# Natural numbers form a poset under $\le$

#### QuestForInsight

##### Member
Problem: let $\mathbb{N} = \left\{0, ~ 1, ...\right\}$ be the set of natural numbers. Prove that $(\mathbb{N},~\le)$ is a poset under the ordinary order.

Solution: let $x \in\mathbb{N}$, then $x \le x$ as of course $x = x$. If also $y \in\mathbb{N}$, then $x \le y$ and $y \le x$ implies $x = y$. Lastly, $x \le y$ and $y \le z$ implies $x \le z$. Therefore $(\mathbb{N}, ~ \le)$ is a poset under the ordinary order.

Is the above valid? I feel like I'm basically stating what I was asked to prove!

#### Fantini

MHB Math Helper
I think your conscience could be eased if you try to justify using euclidean division: if $x \leq x$ then we have that $x = qx+r$ with unique $q,r$. This is true if and only if $q=1$ and $r=0$.

If $x \leq y$ and $y \leq x$ then we have $x = q_1 y + r_1$ and $y = q_2 x + r_2$. It follows that $y = q_2 (q_1 y + r_1) + r_2 = qy + r$, which by previous arguments leads to $q=1$ and $r=0$, but then $r=r_2 + q_2 r_1 = 0$ and $q=q_2 q_1 = 1$, concluding that $q_1 = q_2 = 1$ and $r_1 = r_2 = 0$.

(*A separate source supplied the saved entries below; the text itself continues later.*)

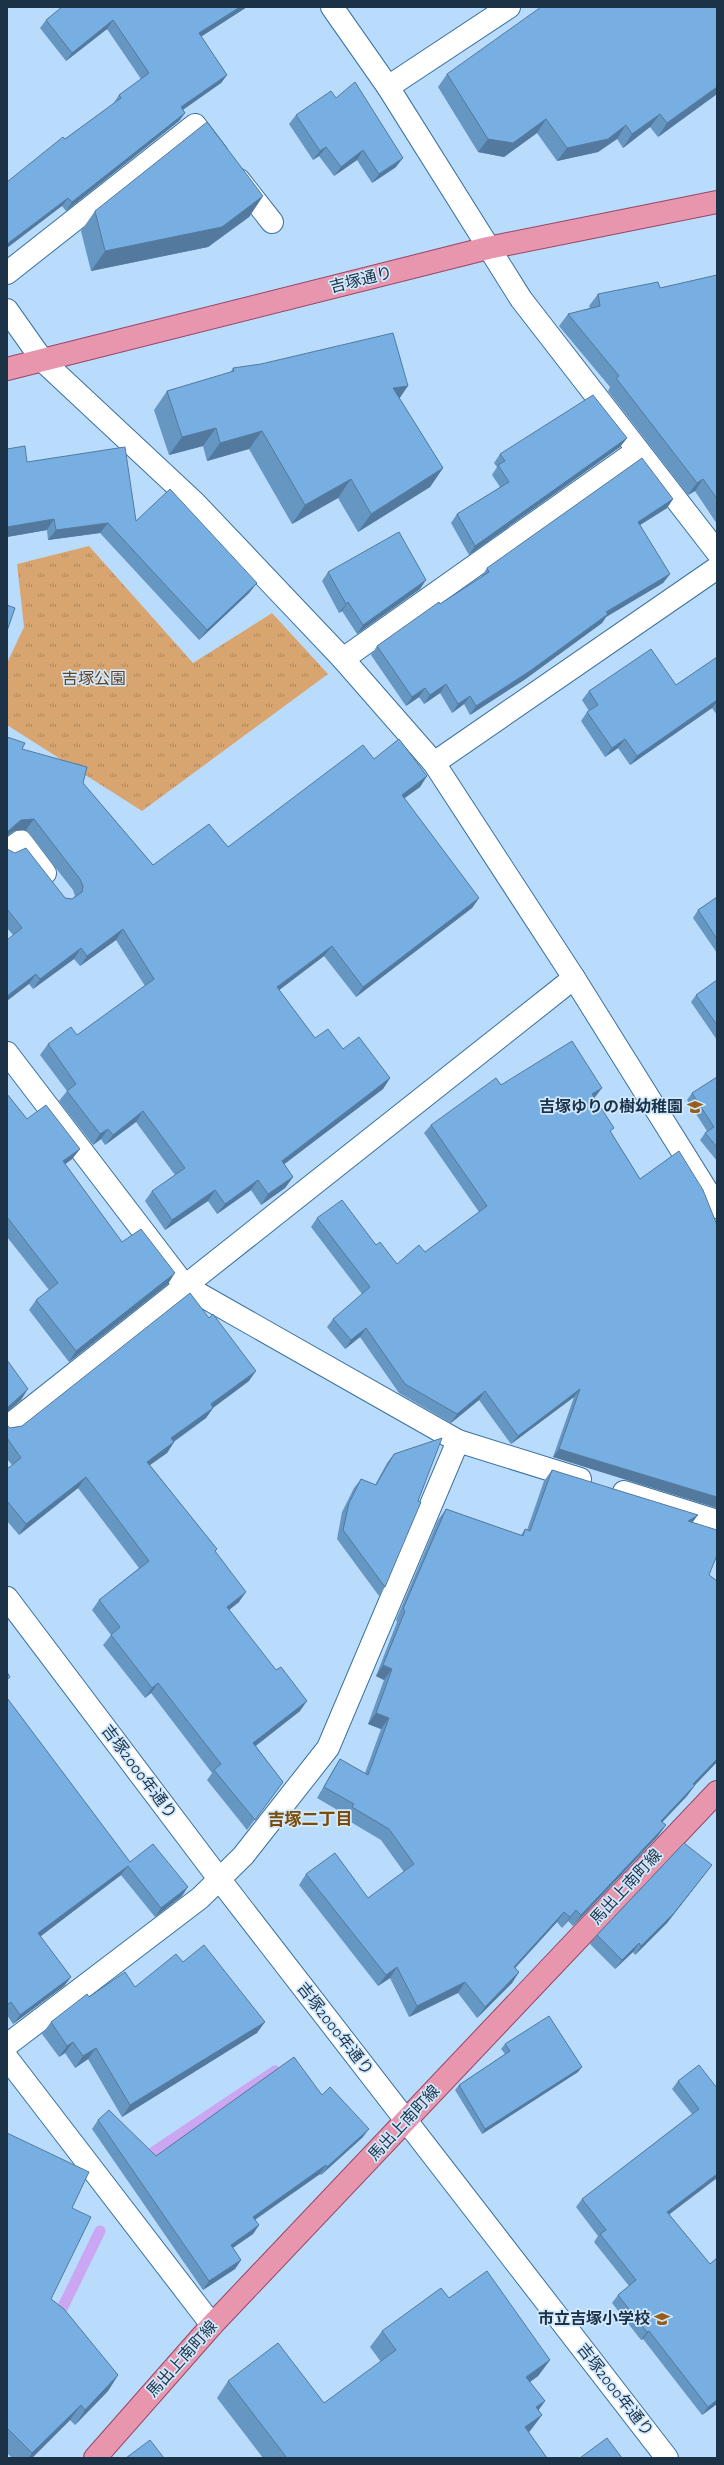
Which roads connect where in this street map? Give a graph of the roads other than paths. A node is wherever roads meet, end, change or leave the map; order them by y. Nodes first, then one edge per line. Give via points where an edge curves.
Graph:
1 (332, 7) edge
2 (509, 7) edge
3 (388, 87) junction
4 (717, 202) edge
5 (272, 222) dead end
6 (488, 248) junction
7 (7, 273) edge
8 (7, 310) edge
9 (43, 361) junction
10 (7, 369) edge
11 (638, 450) junction
12 (717, 552) edge
13 (717, 568) edge
14 (343, 658) junction
15 (434, 763) junction
16 (7, 851) edge
17 (58, 890) edge
18 (574, 978) junction
19 (7, 1053) edge
20 (717, 1207) edge
21 (185, 1286) junction
22 (7, 1427) edge
23 (458, 1441) junction
24 (717, 1521) edge
25 (7, 1598) edge
26 (717, 1792) edge
27 (220, 1880) junction
28 (7, 2045) edge
29 (7, 2058) edge
30 (405, 2120) junction
31 (212, 2325) junction
32 (95, 2458) edge
33 (667, 2458) edge

1 - 3 street
2 - 3 street
3 - 6 street
4 - 6 main road, 吉塚通り
5 - 7 street via 195,126
6 - 9 main road, 吉塚通り
6 - 11 street via 521,299
8 - 9 street
9 - 10 main road, 吉塚通り
9 - 14 street via 195,503
11 - 12 street
11 - 14 street
13 - 15 street
14 - 15 street
15 - 18 street
16 - 17 street via 21,841
18 - 20 street
18 - 21 street
19 - 21 street
21 - 22 street
21 - 23 street
23 - 24 street
23 - 27 street via 328,1748 244,1856
25 - 27 street, 吉塚2000年通り
26 - 30 main road, 馬出上南町線
27 - 28 street
27 - 30 street, 吉塚2000年通り
29 - 31 street
30 - 31 main road, 馬出上南町線
30 - 33 street, 吉塚2000年通り
31 - 32 main road, 馬出上南町線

I believe the last one can be done in a similar way. I hope this helps. #### Evgeny.Makarov

##### Well-known member
MHB Math Scholar
if $x \leq x$ then we have that $x = qx+r$ with unique $q,r$. This is true if and only if $q=1$ and $r=0$.
And what does this prove?

#### Fantini

MHB Math Helper
It seemed a more confident way to prove the assertions, but I confess it does seem tautological.

#### Evgeny.Makarov

##### Well-known member
MHB Math Scholar
By saying "If x <= x", you assume x <= x instead of proving it. And in any case x = x and x <= x <-> x = x \/ x < x are axioms or easily derivable statements in most systems, so proving x <= x using Euclidean division is definitely more complicated than necessary. Proving antisymmetry using Euclidean division may make sense, though the first thing that comes to my mind is to express <= through < and = and use transitivity an irreflexivity of < .

As an answer to the original question, this statement is definitely trivial and I think the suggested "argument" is fine. Unless one has to prove this using specific axioms in a specific formalism, there is not much more here than to look at it and say, "Yes, this is trivial."

#### Deveno

##### Well-known member
MHB Math Scholar
i think the crucial thing here is that:

x ≤ y

is actually:

(x = y) v (x < y).

so if you wanted to get nit-picky about it, you'd have to consider the various cases.

for example, suppose x ≤ y, and y ≤ z.

if x = y, then x ≤ z.

if x < y, and y = z, then x < z (= y), so x ≤ z.

else, if x < y < z, then x < z, so x ≤ z.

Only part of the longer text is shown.